# INSTRUCTIONS TO FOLLOW
The line containing "pinky mcp: (1291, 553)", and every line after it to the end of the listing, should be repeated exactly; the pictures should not.

----

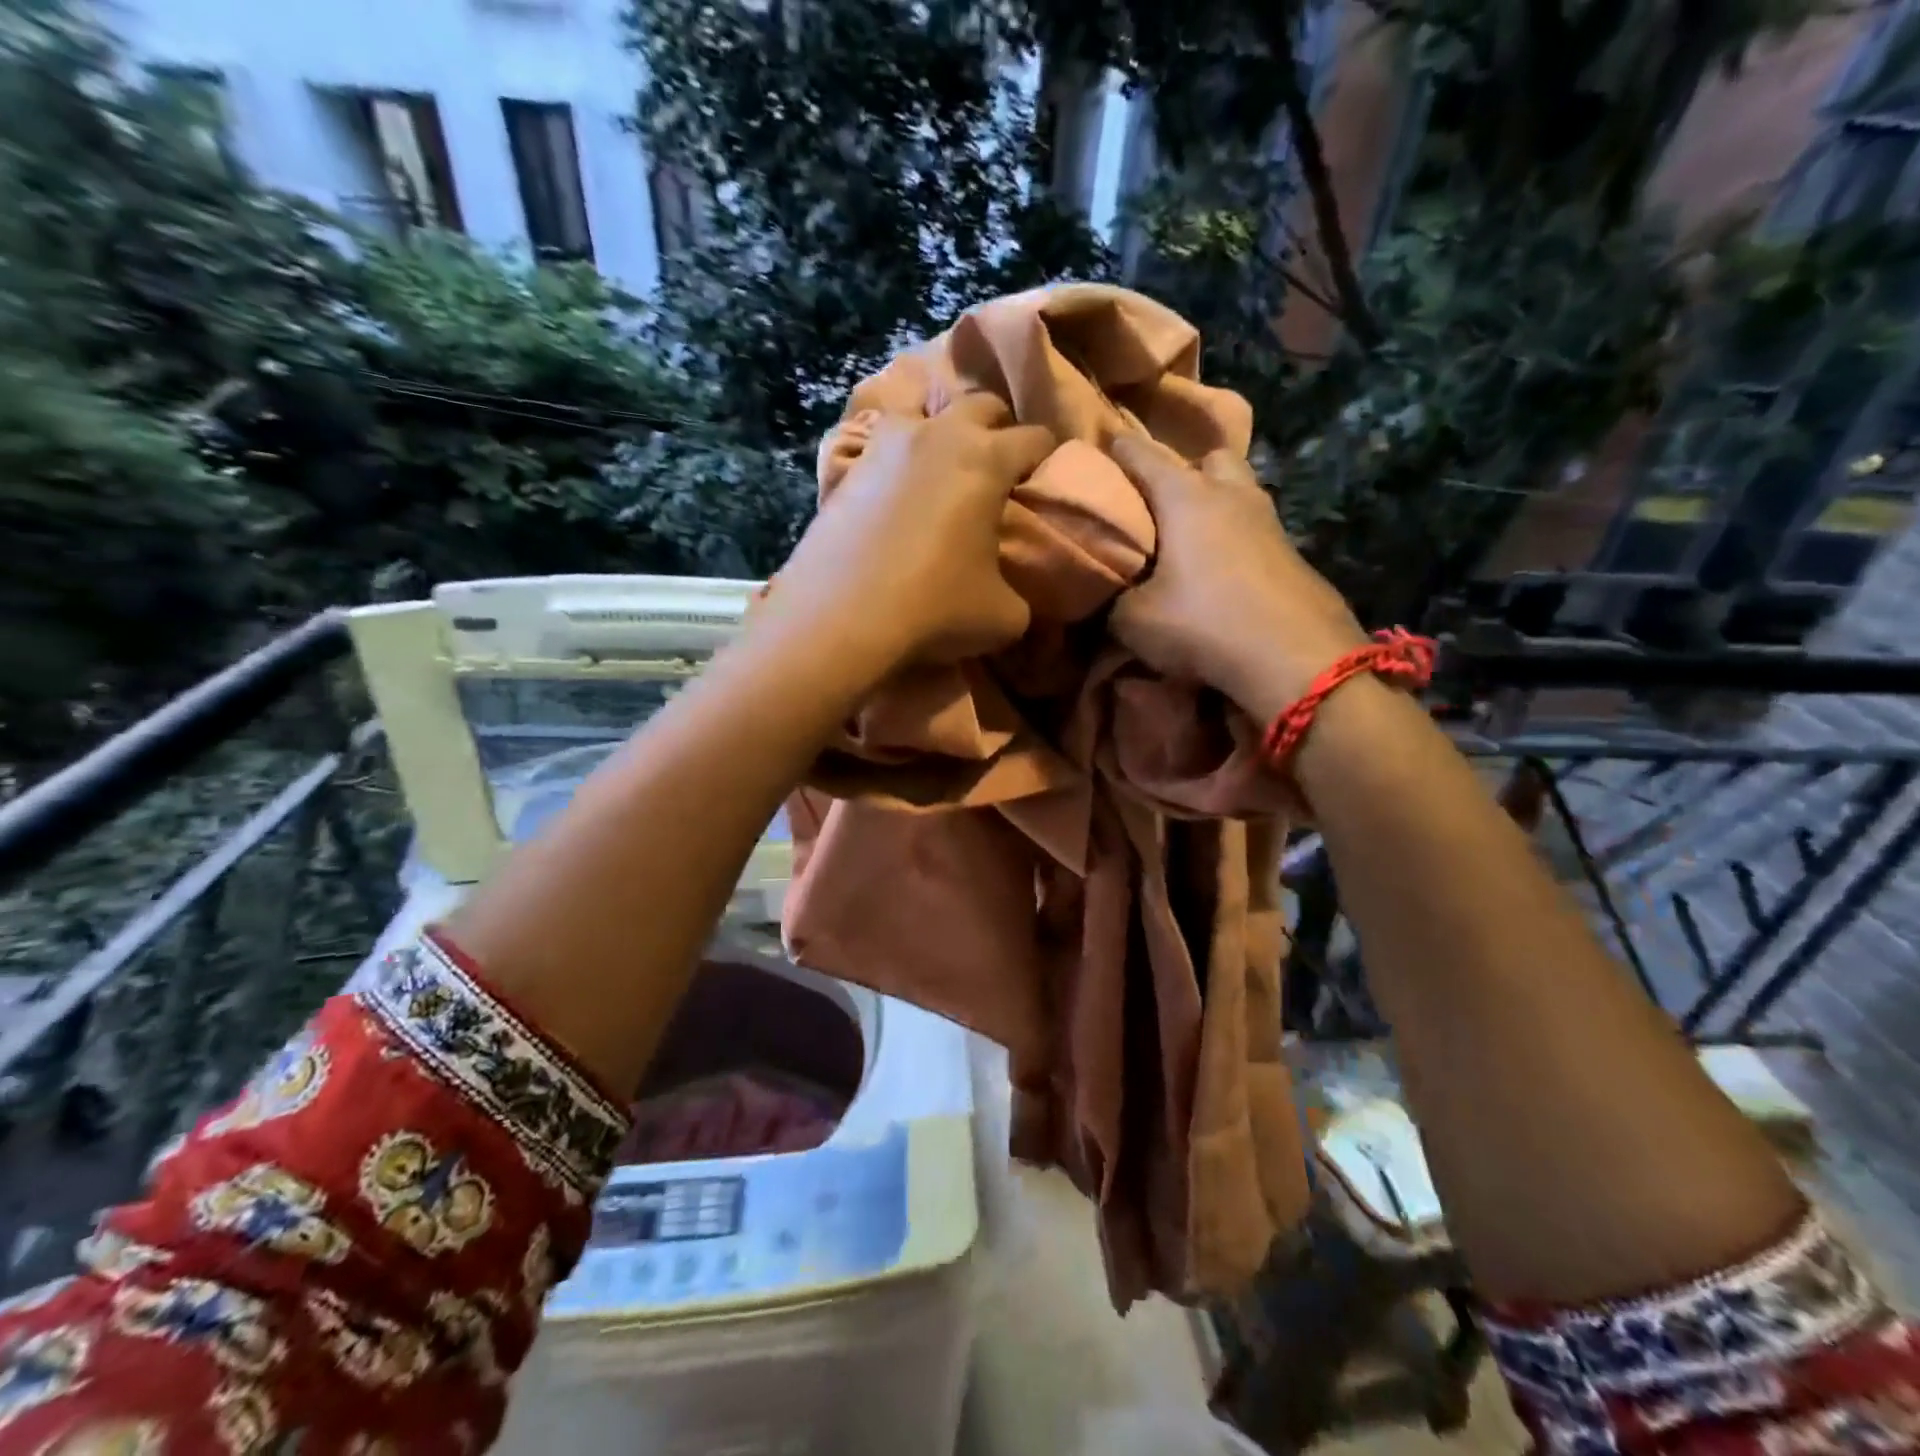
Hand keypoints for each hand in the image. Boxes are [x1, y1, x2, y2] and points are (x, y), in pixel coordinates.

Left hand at [760, 391, 1053, 675]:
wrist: (842, 617)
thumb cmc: (935, 608)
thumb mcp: (1004, 616)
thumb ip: (1021, 595)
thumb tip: (1014, 593)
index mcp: (988, 459)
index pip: (1035, 437)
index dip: (1047, 456)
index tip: (1045, 476)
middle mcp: (940, 435)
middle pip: (981, 404)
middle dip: (998, 428)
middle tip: (999, 464)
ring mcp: (888, 444)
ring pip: (923, 408)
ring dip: (941, 427)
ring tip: (942, 461)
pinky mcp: (850, 467)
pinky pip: (881, 442)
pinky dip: (897, 454)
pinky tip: (897, 484)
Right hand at [1109, 434, 1364, 719]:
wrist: (1294, 658)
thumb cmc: (1203, 623)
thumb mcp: (1134, 621)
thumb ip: (1114, 600)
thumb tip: (1112, 596)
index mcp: (1186, 497)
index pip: (1143, 455)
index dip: (1118, 450)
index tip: (1102, 448)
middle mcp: (1231, 495)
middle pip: (1208, 459)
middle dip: (1184, 471)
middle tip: (1160, 504)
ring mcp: (1269, 522)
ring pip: (1239, 491)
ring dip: (1215, 504)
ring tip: (1190, 539)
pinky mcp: (1291, 553)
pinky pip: (1254, 529)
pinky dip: (1235, 538)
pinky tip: (1221, 571)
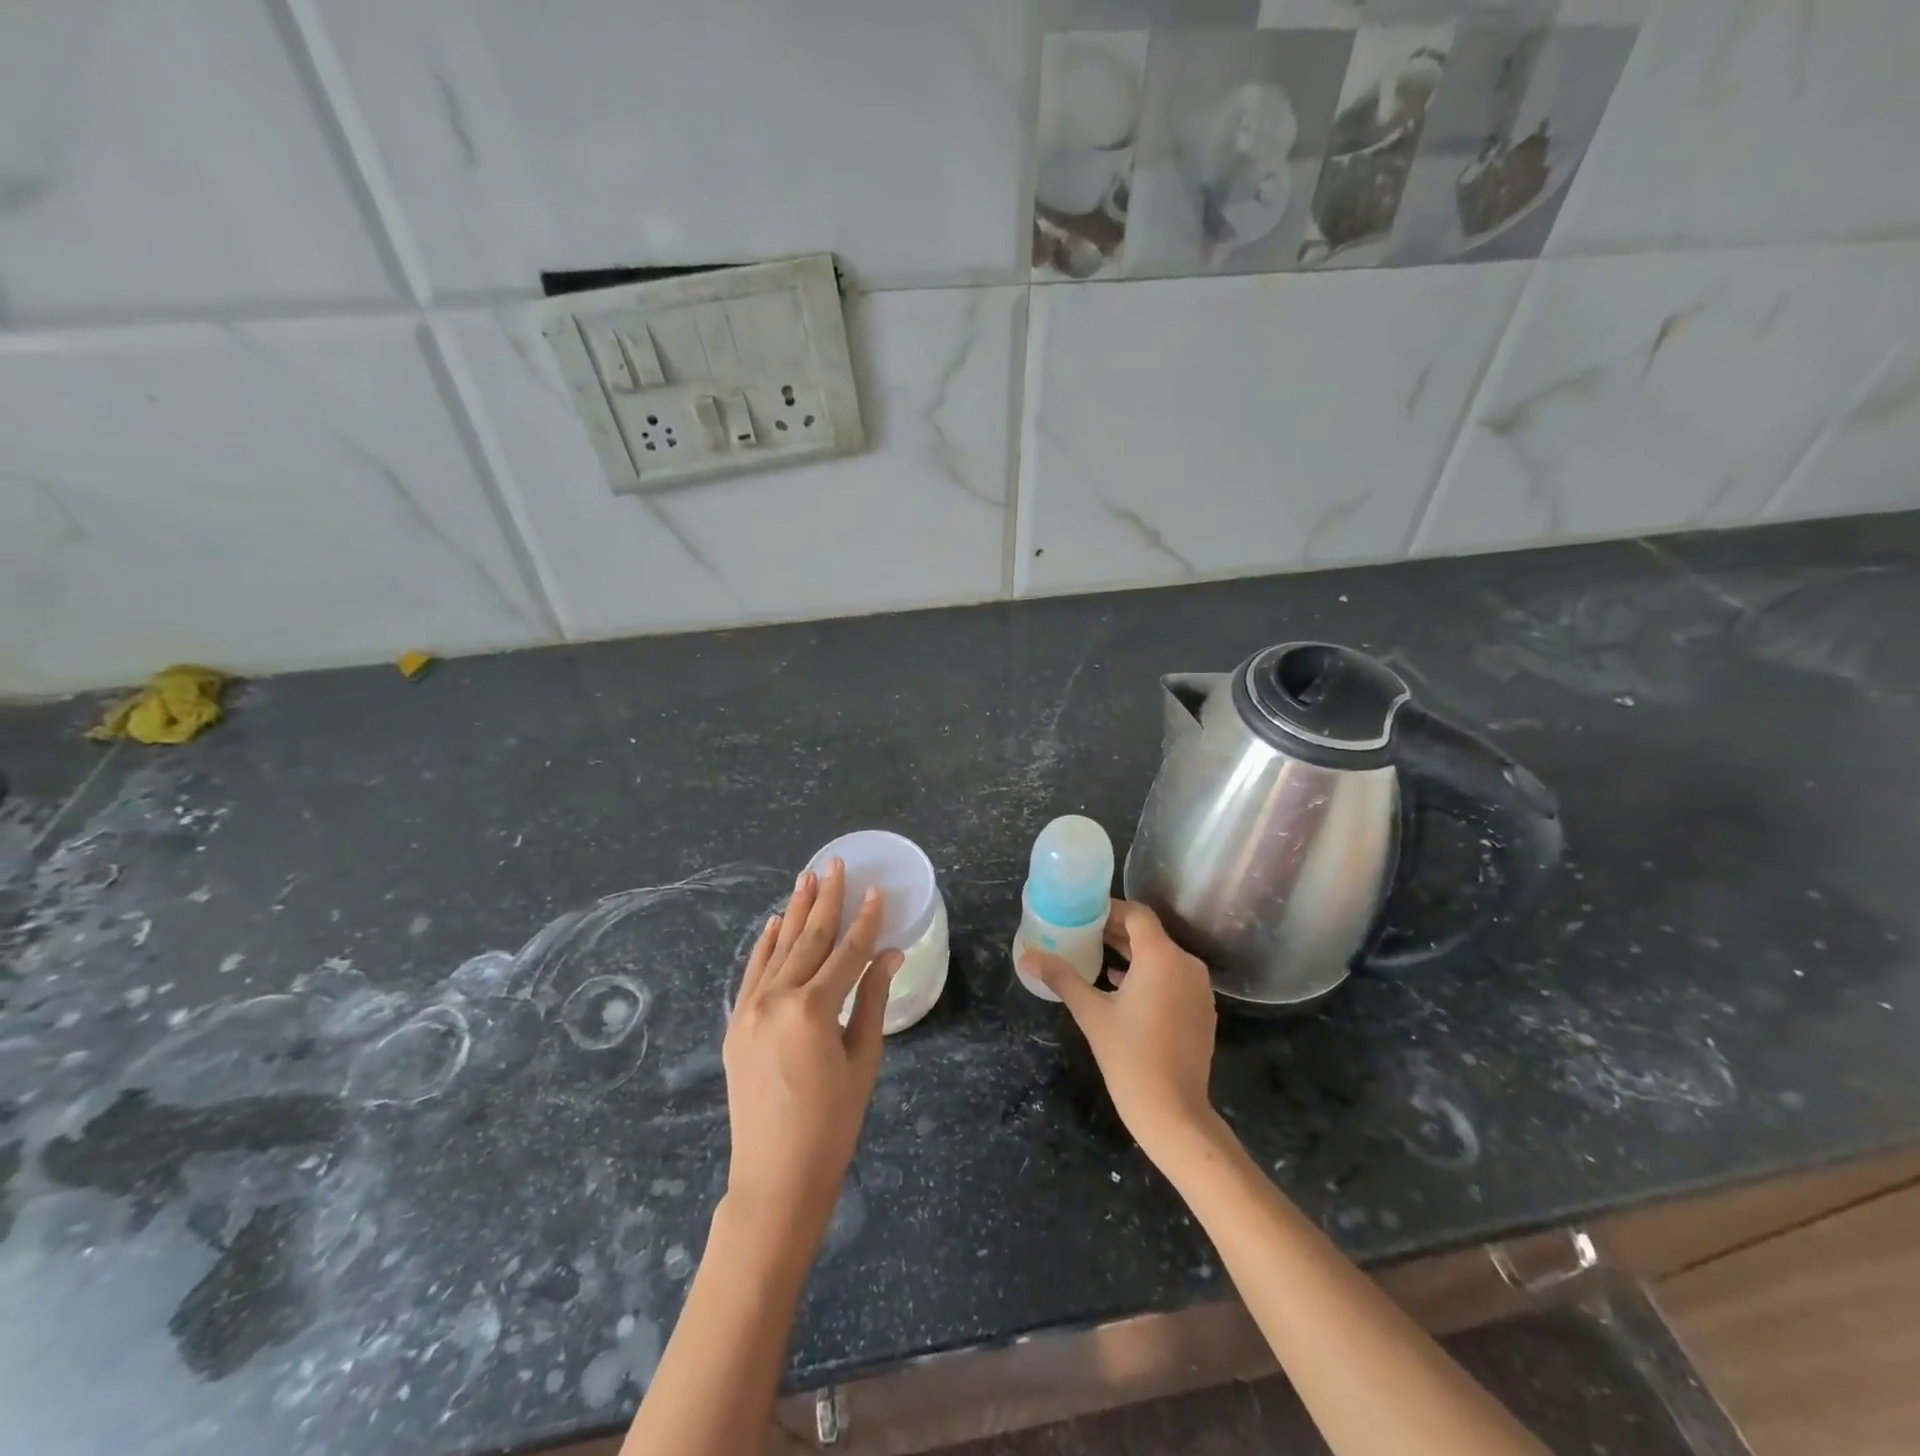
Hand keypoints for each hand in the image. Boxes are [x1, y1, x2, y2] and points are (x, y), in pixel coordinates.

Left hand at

----

# RESPONSE TO THIS TASK
pinky mcp: (1291, 553)
pinky pip: (1254, 529)
pinky dip: (1235, 538)
pinky tip: (1221, 571)
Hand keypoints for each hand in the image. Boxes are [x1, y1, x2, y2] and points are (x, y), in pixel coordinates.

Left hand at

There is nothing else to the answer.